'''

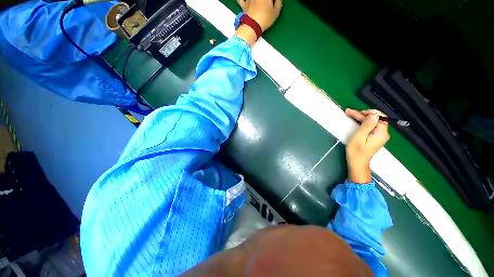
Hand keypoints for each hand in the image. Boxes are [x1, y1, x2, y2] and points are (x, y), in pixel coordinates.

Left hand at [236, 0, 282, 30]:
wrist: (252, 25)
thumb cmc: (265, 18)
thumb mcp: (275, 12)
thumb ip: (278, 3)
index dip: (273, 1)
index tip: (274, 3)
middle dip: (266, 2)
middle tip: (267, 4)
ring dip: (255, 1)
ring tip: (257, 3)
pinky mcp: (243, 4)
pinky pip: (240, 0)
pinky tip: (245, 0)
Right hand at [345, 108, 389, 183]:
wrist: (357, 163)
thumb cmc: (356, 151)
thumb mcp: (359, 138)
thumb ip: (367, 126)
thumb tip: (373, 115)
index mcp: (381, 133)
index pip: (377, 117)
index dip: (367, 113)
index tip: (354, 112)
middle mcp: (383, 133)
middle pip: (375, 119)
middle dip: (362, 114)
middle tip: (349, 112)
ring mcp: (380, 135)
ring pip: (373, 121)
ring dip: (362, 117)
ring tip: (350, 114)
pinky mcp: (375, 137)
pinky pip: (371, 126)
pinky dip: (363, 122)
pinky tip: (356, 120)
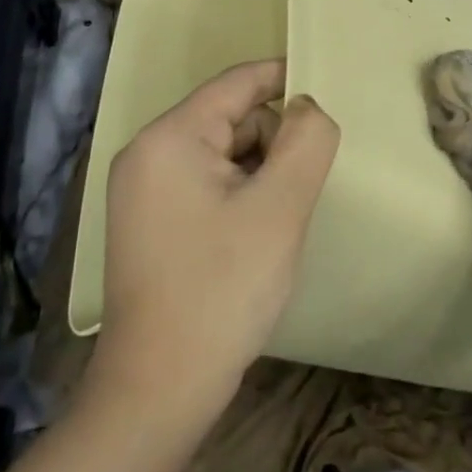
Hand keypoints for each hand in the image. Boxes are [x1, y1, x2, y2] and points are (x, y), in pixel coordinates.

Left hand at [92, 60, 339, 417]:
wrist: (159, 391)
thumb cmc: (222, 289)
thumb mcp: (280, 207)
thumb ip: (306, 141)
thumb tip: (308, 107)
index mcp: (170, 137)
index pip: (238, 83)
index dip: (286, 79)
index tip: (329, 94)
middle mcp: (147, 152)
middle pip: (230, 118)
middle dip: (273, 140)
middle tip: (301, 188)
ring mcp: (142, 190)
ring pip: (221, 153)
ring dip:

'''

EXERCISE REQUIREMENTS:
Repeat the preceding records exactly but drop the images.

RESULT:
Hand keypoints for each hand in the image. Boxes are [x1, y1, x2, y2] and points are (x, y), in pixel coordinates.

Left hand at [236, 0, 282, 30]:
wrist: (252, 25)
thumb cmc: (265, 18)
thumb mcp: (275, 12)
thumb ip: (278, 3)
index dip: (273, 1)
index tip: (274, 3)
middle dip: (266, 2)
middle tip: (267, 4)
ring dip: (255, 1)
ring tip: (257, 3)
pinky mcp: (243, 4)
pinky pip: (240, 0)
pinky tip: (245, 0)
Right hand at [345, 108, 389, 183]:
wrist: (357, 163)
thumb cmc: (356, 151)
thumb mcp: (359, 138)
thumb ip: (367, 126)
thumb tip: (373, 115)
index mcp: (381, 133)
index pip: (377, 117)
index dip: (367, 113)
index tip: (354, 112)
middle mcp: (383, 133)
middle pip: (375, 119)
middle dip: (362, 114)
middle tip: (349, 112)
ring mcp: (380, 135)
ring pip: (373, 121)
ring dip: (362, 117)
ring tip: (350, 114)
pinky mcp: (375, 137)
pinky pip: (371, 126)
pinky dip: (363, 122)
pinky tip: (356, 120)
Hand keypoints for each hand in the image. Boxes are [x1, y1, x2, y2] and points are (x, y), in pixel coordinates.

Left hand at [92, 60, 339, 417]:
wrist: (159, 391)
thumb cmc: (222, 289)
thumb mcp: (280, 207)
thumb ip: (306, 141)
thumb tip: (308, 107)
index mcp: (170, 137)
index pip: (238, 83)
index dip: (286, 79)
index tip: (329, 94)
middle mcp: (147, 152)
middle pip: (230, 118)
middle dip: (273, 140)
middle tip: (301, 188)
ring mcp: (142, 190)
ring pip: (221, 153)
ring dip:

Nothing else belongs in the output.